■ **Assignment**
Find every line in the records below that contains "الصرف", and copy it.

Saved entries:
[Start of Attachment]

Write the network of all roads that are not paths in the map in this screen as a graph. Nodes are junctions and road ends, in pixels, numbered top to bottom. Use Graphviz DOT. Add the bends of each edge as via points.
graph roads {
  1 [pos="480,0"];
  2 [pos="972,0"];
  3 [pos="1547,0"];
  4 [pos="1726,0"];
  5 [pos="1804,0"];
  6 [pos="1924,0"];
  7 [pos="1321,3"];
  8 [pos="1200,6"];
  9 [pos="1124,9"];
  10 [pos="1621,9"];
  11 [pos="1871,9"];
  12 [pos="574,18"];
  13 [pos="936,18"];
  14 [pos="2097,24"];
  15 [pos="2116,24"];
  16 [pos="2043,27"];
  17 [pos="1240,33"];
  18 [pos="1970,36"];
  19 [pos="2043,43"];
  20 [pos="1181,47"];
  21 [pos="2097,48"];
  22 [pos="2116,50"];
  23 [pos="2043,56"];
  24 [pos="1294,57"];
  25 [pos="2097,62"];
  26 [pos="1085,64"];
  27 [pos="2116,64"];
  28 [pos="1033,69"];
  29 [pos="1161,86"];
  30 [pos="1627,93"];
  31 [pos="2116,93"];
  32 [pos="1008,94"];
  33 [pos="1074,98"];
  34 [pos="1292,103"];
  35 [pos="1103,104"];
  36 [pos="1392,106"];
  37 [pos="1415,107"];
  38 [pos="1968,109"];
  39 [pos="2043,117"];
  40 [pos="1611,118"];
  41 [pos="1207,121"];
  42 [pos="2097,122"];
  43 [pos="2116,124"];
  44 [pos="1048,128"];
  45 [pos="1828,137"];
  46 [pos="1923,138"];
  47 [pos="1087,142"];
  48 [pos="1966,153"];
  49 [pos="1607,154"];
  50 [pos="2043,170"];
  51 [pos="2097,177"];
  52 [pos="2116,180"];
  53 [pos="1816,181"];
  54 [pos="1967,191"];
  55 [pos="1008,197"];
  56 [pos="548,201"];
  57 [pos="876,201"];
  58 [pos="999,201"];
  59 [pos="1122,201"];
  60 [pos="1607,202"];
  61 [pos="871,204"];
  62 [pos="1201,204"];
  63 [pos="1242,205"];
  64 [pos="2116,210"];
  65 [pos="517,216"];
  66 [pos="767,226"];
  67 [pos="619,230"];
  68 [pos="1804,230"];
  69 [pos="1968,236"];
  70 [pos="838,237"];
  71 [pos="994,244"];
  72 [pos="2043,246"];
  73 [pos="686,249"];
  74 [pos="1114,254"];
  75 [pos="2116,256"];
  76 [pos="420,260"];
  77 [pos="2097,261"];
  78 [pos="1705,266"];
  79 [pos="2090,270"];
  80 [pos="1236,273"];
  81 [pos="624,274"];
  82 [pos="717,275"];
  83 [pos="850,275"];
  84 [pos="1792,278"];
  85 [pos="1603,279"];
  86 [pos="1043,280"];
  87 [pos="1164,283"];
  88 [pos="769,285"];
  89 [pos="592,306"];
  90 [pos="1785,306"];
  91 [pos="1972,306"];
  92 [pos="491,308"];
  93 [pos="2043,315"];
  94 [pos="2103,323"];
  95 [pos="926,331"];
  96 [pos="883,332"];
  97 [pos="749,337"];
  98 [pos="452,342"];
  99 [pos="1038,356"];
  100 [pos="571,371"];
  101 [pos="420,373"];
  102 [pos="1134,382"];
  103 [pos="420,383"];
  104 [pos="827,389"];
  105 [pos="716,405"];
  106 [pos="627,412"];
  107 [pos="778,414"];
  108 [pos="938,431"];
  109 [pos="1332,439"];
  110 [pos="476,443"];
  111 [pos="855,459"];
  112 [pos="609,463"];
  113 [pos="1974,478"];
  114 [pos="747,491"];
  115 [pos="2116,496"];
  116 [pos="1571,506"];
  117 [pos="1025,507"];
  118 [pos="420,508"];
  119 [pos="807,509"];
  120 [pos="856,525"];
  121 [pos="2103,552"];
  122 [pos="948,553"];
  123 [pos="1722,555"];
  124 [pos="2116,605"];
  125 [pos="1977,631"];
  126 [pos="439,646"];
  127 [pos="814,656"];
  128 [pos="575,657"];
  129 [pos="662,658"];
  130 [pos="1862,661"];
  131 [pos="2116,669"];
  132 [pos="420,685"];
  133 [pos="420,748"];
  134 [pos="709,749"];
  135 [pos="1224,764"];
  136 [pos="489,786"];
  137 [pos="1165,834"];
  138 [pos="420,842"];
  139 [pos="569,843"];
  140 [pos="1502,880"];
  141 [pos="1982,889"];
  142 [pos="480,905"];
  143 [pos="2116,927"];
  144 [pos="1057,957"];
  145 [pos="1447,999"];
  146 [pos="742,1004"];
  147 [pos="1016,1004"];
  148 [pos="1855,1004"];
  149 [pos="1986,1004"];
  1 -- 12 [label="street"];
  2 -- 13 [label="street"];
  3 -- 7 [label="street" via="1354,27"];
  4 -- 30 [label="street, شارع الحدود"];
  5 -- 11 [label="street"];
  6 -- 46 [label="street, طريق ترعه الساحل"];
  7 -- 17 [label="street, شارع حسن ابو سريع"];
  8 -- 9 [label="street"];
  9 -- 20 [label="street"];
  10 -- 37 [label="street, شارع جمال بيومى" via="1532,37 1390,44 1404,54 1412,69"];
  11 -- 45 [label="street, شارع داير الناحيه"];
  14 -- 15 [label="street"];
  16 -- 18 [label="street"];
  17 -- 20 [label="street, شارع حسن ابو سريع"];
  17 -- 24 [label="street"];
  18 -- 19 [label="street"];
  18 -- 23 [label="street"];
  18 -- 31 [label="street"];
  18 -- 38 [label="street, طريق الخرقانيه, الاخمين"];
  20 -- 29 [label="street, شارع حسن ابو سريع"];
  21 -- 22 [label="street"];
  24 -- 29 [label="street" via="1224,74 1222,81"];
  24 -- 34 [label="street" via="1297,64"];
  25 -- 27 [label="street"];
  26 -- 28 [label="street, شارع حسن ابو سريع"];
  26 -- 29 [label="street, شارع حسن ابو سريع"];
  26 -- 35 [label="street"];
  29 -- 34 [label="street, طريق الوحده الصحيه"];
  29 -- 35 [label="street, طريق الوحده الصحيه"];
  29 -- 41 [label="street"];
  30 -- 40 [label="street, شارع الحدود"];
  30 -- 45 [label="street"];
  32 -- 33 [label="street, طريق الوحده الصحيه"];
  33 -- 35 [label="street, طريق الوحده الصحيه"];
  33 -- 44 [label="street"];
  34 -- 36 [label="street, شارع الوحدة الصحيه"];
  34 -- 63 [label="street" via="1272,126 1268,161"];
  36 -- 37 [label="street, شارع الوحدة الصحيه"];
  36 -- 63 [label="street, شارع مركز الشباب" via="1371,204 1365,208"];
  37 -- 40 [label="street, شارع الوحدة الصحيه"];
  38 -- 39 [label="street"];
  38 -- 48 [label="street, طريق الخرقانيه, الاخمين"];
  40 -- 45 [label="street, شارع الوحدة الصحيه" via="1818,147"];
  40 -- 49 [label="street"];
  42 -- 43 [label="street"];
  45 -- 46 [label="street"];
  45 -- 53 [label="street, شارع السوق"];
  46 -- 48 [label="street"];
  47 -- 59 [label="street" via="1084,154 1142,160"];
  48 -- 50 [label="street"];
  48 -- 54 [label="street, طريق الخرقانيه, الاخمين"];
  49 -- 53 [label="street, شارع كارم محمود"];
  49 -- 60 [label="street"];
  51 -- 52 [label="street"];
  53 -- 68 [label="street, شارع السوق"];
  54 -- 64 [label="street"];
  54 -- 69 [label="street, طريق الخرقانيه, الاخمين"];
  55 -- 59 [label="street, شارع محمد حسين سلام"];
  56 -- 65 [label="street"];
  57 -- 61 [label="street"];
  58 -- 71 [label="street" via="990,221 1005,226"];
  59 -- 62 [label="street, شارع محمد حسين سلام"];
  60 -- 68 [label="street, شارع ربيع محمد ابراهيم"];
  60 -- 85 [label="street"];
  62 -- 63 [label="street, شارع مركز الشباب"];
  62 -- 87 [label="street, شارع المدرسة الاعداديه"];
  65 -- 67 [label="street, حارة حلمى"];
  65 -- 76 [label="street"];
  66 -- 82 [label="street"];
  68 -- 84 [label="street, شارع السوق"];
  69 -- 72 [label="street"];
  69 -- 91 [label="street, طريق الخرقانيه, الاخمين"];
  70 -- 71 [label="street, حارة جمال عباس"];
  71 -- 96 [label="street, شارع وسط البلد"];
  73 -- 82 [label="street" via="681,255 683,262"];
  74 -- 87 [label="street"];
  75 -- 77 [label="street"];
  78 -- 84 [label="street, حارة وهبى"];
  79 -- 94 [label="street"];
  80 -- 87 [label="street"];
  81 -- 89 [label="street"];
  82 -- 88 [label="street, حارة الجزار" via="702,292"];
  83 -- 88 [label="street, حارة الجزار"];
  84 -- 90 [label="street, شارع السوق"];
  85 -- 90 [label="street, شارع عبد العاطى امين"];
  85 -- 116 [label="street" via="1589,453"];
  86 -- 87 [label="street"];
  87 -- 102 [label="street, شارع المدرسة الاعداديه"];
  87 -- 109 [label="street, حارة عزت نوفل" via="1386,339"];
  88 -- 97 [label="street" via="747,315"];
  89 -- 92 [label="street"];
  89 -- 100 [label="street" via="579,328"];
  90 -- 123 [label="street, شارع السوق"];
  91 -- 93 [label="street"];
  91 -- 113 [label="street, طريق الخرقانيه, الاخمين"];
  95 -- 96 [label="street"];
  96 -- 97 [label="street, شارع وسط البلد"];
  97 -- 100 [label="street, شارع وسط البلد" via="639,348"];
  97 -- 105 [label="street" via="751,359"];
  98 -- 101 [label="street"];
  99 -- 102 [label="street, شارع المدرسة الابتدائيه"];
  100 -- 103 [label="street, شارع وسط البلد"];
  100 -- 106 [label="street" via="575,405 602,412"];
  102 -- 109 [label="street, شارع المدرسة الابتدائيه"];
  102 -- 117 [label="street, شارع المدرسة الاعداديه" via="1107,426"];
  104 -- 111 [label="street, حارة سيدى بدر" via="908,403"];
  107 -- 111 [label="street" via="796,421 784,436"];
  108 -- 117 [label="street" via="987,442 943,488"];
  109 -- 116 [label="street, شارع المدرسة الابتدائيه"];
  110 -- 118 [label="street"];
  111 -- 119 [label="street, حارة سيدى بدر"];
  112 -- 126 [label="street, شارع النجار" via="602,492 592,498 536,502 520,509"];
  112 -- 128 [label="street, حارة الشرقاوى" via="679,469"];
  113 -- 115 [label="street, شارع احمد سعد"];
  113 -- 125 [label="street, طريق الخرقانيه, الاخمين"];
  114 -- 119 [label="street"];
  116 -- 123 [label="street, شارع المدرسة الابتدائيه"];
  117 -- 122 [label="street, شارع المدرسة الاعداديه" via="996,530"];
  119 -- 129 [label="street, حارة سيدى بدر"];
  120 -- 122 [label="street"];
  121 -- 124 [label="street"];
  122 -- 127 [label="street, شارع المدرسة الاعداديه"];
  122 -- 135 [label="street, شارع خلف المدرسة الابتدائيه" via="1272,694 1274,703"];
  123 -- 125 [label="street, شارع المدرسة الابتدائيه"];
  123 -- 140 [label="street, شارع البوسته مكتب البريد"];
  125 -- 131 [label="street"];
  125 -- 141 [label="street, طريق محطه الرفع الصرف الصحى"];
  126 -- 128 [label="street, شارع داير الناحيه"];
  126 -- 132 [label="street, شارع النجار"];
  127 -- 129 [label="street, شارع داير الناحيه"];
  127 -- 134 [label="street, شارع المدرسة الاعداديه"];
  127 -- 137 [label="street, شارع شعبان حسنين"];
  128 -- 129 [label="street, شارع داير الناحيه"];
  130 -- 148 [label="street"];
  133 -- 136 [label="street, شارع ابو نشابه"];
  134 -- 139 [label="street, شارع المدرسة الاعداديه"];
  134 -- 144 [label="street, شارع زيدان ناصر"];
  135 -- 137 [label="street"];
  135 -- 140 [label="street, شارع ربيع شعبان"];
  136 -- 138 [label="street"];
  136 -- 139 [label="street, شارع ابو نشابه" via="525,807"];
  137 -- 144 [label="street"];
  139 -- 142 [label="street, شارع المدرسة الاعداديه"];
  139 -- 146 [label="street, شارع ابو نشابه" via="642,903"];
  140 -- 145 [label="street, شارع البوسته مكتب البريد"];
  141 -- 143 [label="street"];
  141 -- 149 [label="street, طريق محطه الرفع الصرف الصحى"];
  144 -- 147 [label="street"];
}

[End of Attachment]

■ **Result of the exercise**
  125 -- 141 [label="street, طريق محطه الرفع الصرف الصحى"];
  141 -- 149 [label="street, طريق محطه الرفع الصرف الصحى"];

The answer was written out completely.